Portals and Instruments. NMI awards in 2003 extended the initiative’s efforts in production-quality middleware to grid portals and integration of scientific instrumentation. The Open Grid Computing Environment (OGCE) team is focused on simplifying the development of "grid portals," Web-based user interfaces to applications that may access a broad array of resources and services on the grid. The Common Instrument Middleware Architecture (CIMA) team is developing standard grid middleware architecture for access and integration of scientific instruments.
Testbed and Experimental Capabilities. One important emphasis for NMI is to explore ways in which grid computing can be integrated with enterprise computing on university campuses. To that end, NSF has funded the NMI Integration Testbed, consisting of eight universities that coordinate closely to deploy and evaluate NMI middleware in production environments.

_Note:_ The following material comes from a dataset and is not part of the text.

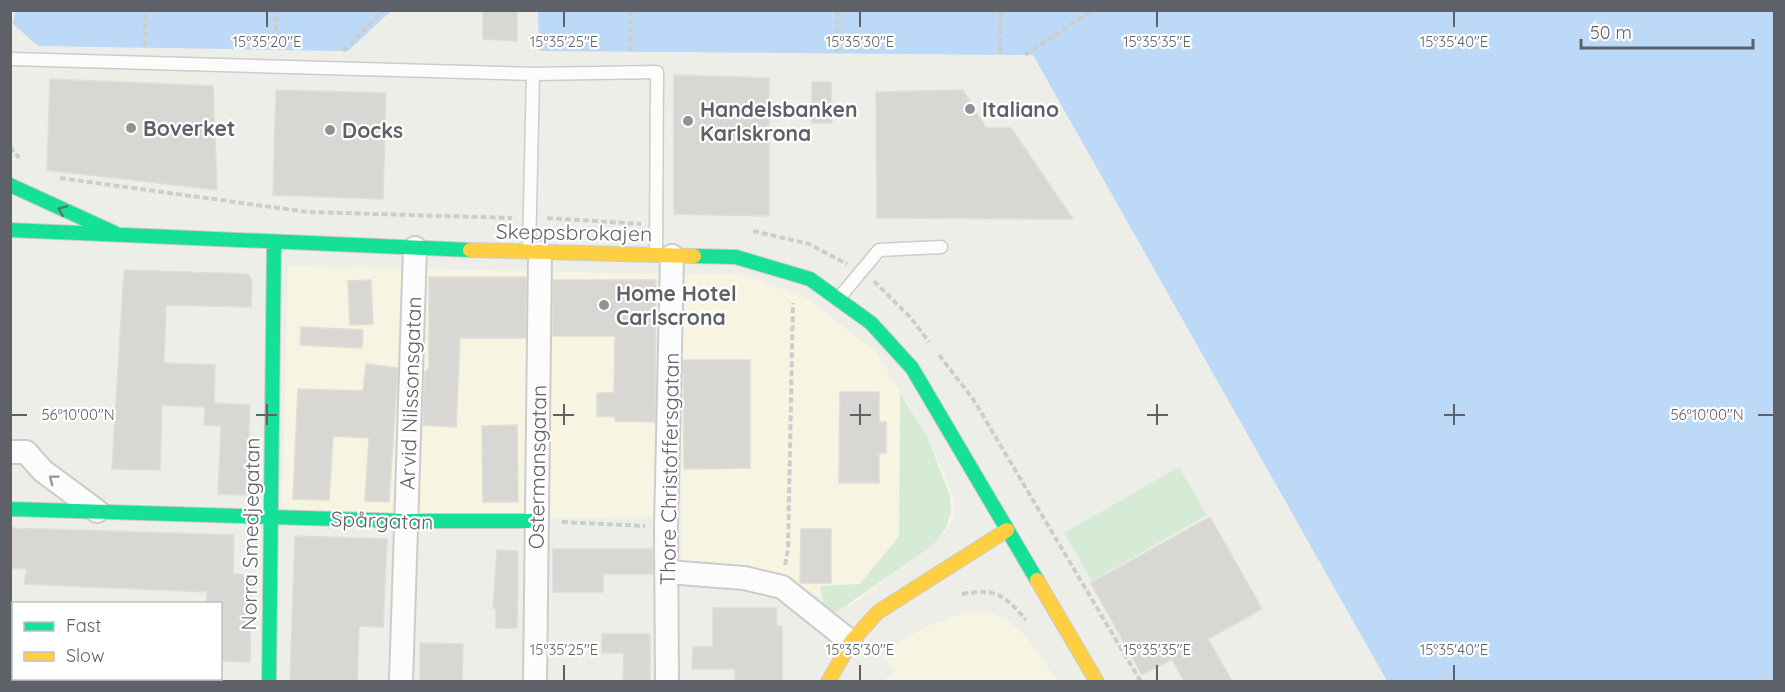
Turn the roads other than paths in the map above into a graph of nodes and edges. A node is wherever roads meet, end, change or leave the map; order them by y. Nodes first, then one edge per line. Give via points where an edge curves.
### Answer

The testbed sites use and evaluate software, services and architectures that make it possible for faculty and campus projects to access distributed electronic resources. Testbed efforts gauge the middleware's practicality, emphasizing factors such as performance, ease of use and technical support.
Aspart of NMI, NSF has also made awards that focus on experimental applications of new middleware capabilities as well as near-term additions to the portfolio of middleware services of the NMI releases. These NMI awards include efforts to develop collaboration tools, scalable video services, essential software libraries for grid-based parallel computing, generalized grid-based application environments and tools for grid-based databases.
The goal for these awards is to develop middleware standards and services that will eventually be integrated into the production NMI releases. One of these awards, for example, led to the new H.350 standard for videoconferencing middleware recently adopted by the International Telecommunications Union.